= 1964 Bromley London Borough Council election =

The 1964 Bromley Council election took place on 7 May 1964 to elect members of Bromley London Borough Council in London, England. The whole council was up for election and the Conservative party gained control of the council.

==Background==
These elections were the first to the newly formed borough. Previously elections had taken place in the Municipal Borough of Beckenham, Municipal Borough of Bromley, Chislehurst and Sidcup Urban District, Orpington Urban District and Penge Urban District. These boroughs and districts were joined to form the new London Borough of Bromley by the London Government Act 1963.

A total of 187 candidates stood in the election for the 60 seats being contested across 25 wards. These included a full slate from the Conservative and Labour parties, while the Liberals stood 56 candidates. Other candidates included 9 from the Communist party and 2 Independent Conservatives. There were 13 two-seat wards, 11 three-seat wards and 1 single-seat ward.

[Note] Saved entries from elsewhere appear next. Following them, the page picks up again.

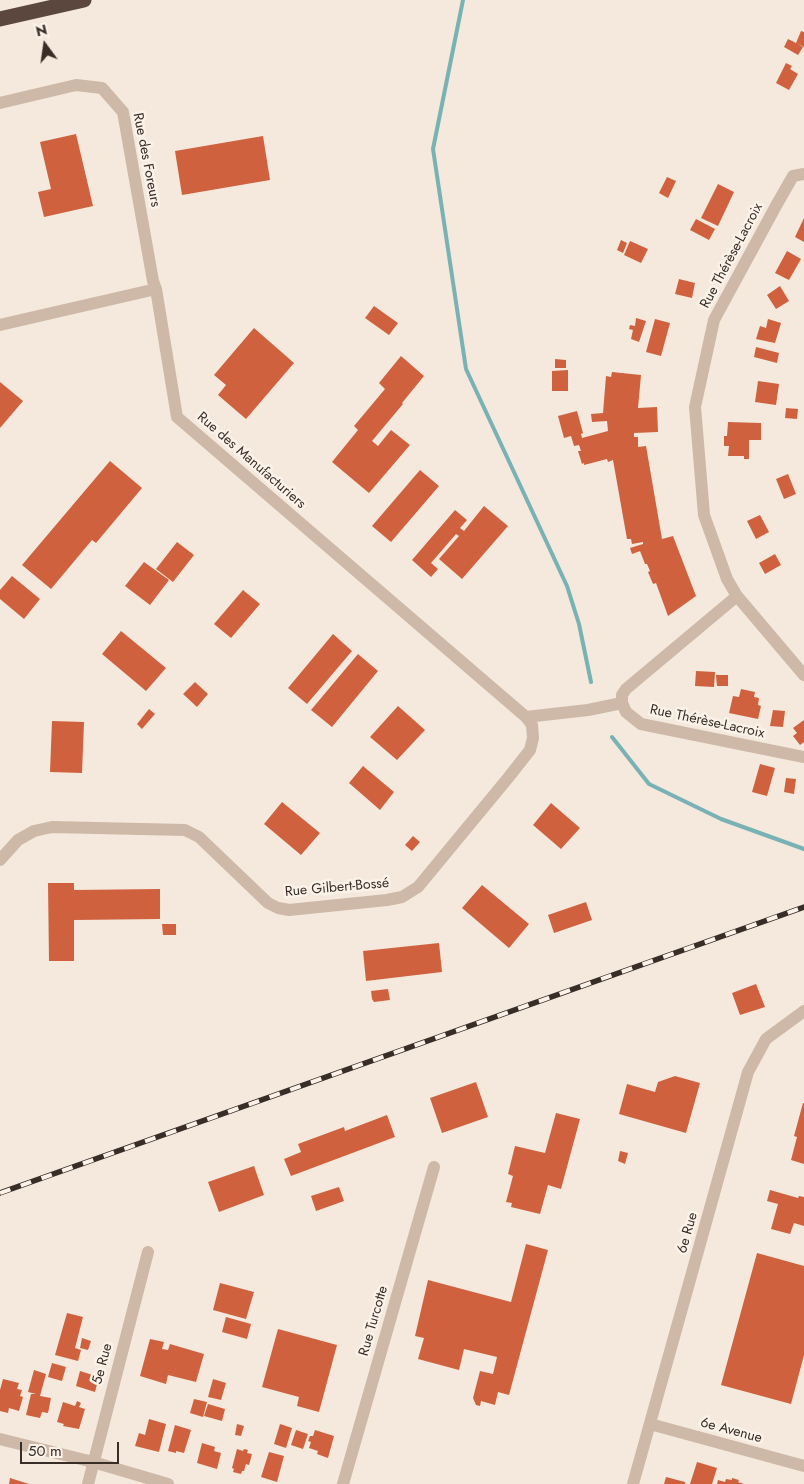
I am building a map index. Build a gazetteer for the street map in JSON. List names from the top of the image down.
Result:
{
  "streets": {
    "street": [
      "Rue des Foreurs",
      "Rue Thérèse-Lacroix",
      "Rue des Manufacturiers",
      "Rue Gilbert-Bossé",
      "6e Rue",
      "Rue Turcotte",
      "5e Rue",
      "6e Avenue"
    ]
  },
  "crossings": [
    ["Rue des Foreurs", "Rue des Manufacturiers"],
    ["Rue des Manufacturiers", "Rue Gilbert-Bossé"],
    ["6e Rue", "6e Avenue"]
  ],
  "scale_bar": "50 m",
  "north": "top"
}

This election had aldermen as well as directly elected councillors. The Conservatives got 7 aldermen, Labour 2 and the Liberals 1.

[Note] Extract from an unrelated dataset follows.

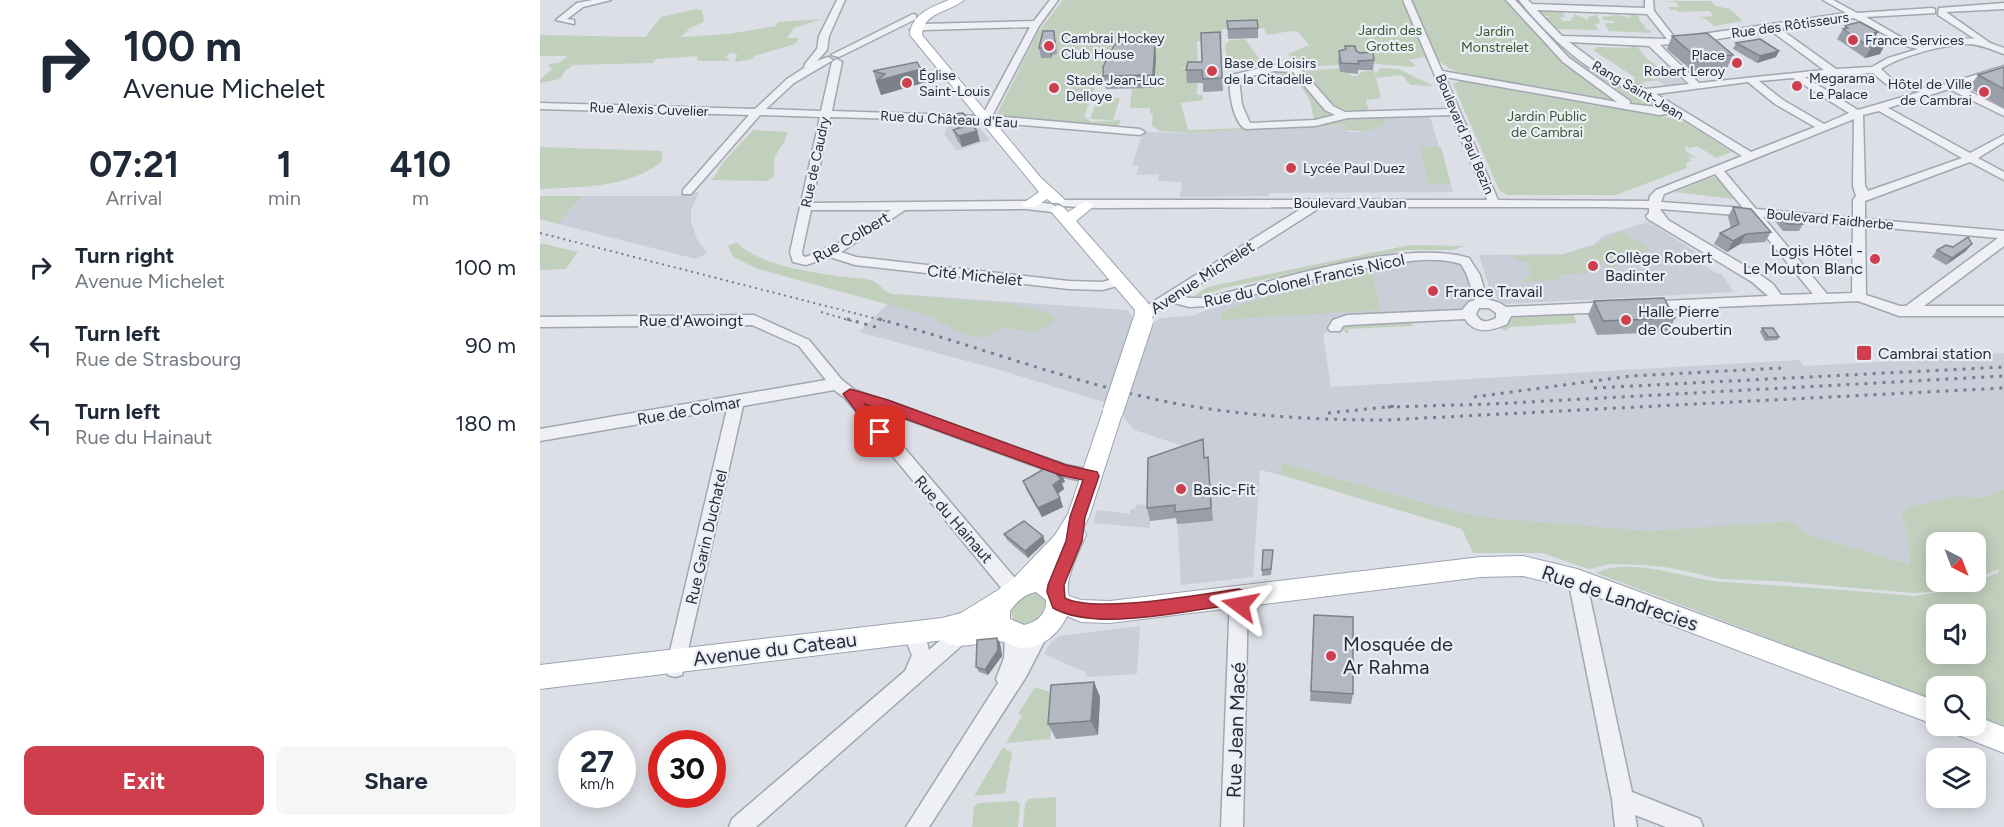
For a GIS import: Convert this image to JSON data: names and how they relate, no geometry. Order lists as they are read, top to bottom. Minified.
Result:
{"streets":{"main road":["Avenue Michelet","Rue de Landrecies","Avenue du Cateau"],"street":["Rue des Rôtisseurs","Rang Saint-Jean","Rue Alexis Cuvelier","Rue du Château d'Eau","Boulevard Paul Bezin","Rue de Caudry","Boulevard Vauban","Boulevard Faidherbe","Rue Colbert","Cité Michelet","Rue du Colonel Francis Nicol","Rue d'Awoingt","Rue de Colmar","Rue du Hainaut","Rue Garin Duchatel","Rue Jean Macé"]},"crossings":[["Rue Alexis Cuvelier","Rue du Château d'Eau"],["Rue du Château d'Eau","Rue de Caudry"],["Boulevard Paul Bezin","Boulevard Vauban"],["Rue de Caudry","Rue Colbert"],["Boulevard Vauban","Boulevard Faidherbe"],["Boulevard Vauban","Avenue Michelet"],["Rue Colbert","Cité Michelet"],["Avenue Michelet","Rue du Colonel Francis Nicol"],["Avenue Michelet","Rue du Hainaut"],["Avenue Michelet","Rue de Landrecies"],["Avenue Michelet","Avenue du Cateau"],["Rue d'Awoingt","Rue de Colmar"],["Rue d'Awoingt","Rue du Hainaut"],["Rue de Colmar","Rue du Hainaut"],["Rue de Colmar","Rue Garin Duchatel"],["Rue du Hainaut","Rue de Landrecies"],["Rue du Hainaut","Avenue du Cateau"],["Rue Garin Duchatel","Avenue du Cateau"],["Rue de Landrecies","Avenue du Cateau"],["Rue de Landrecies","Rue Jean Macé"]],"parks":["Jardin des Grottes","Jardin Monstrelet","Jardin Public de Cambrai"],"places":{"other":["France Services","Cambrai Hockey Club House","Place Robert Leroy","Base de Loisirs de la Citadelle","Église Saint-Louis","Megarama Le Palace","Stade Jean-Luc Delloye","Hôtel de Ville de Cambrai","Lycée Paul Duez","Logis Hôtel - Le Mouton Blanc","Collège Robert Badinter","France Travail","Halle Pierre de Coubertin","Basic-Fit","Mosquée de Ar Rahma"],"transit":["Cambrai station"]},"north":"bottom right","page":{"turn":["100 m","Avenue Michelet"],"eta":["07:21","Arrival","1","min","410","m"],"list":[{"name":"Turn right","note":"Avenue Michelet","value":"100 m"},{"name":"Turn left","note":"Rue de Strasbourg","value":"90 m"},{"name":"Turn left","note":"Rue du Hainaut","value":"180 m"}],"speed":"27 km/h","limit":"30","buttons":["Exit","Share"]}}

The Council was elected in 1964 as a "shadow authority" but did not start operations until 1 April 1965.

==Election result==
The results saw the Conservatives gain the new council with a majority of 16 after winning 38 of the 60 seats. Overall turnout in the election was 47.8%. This turnout included 1,803 postal votes.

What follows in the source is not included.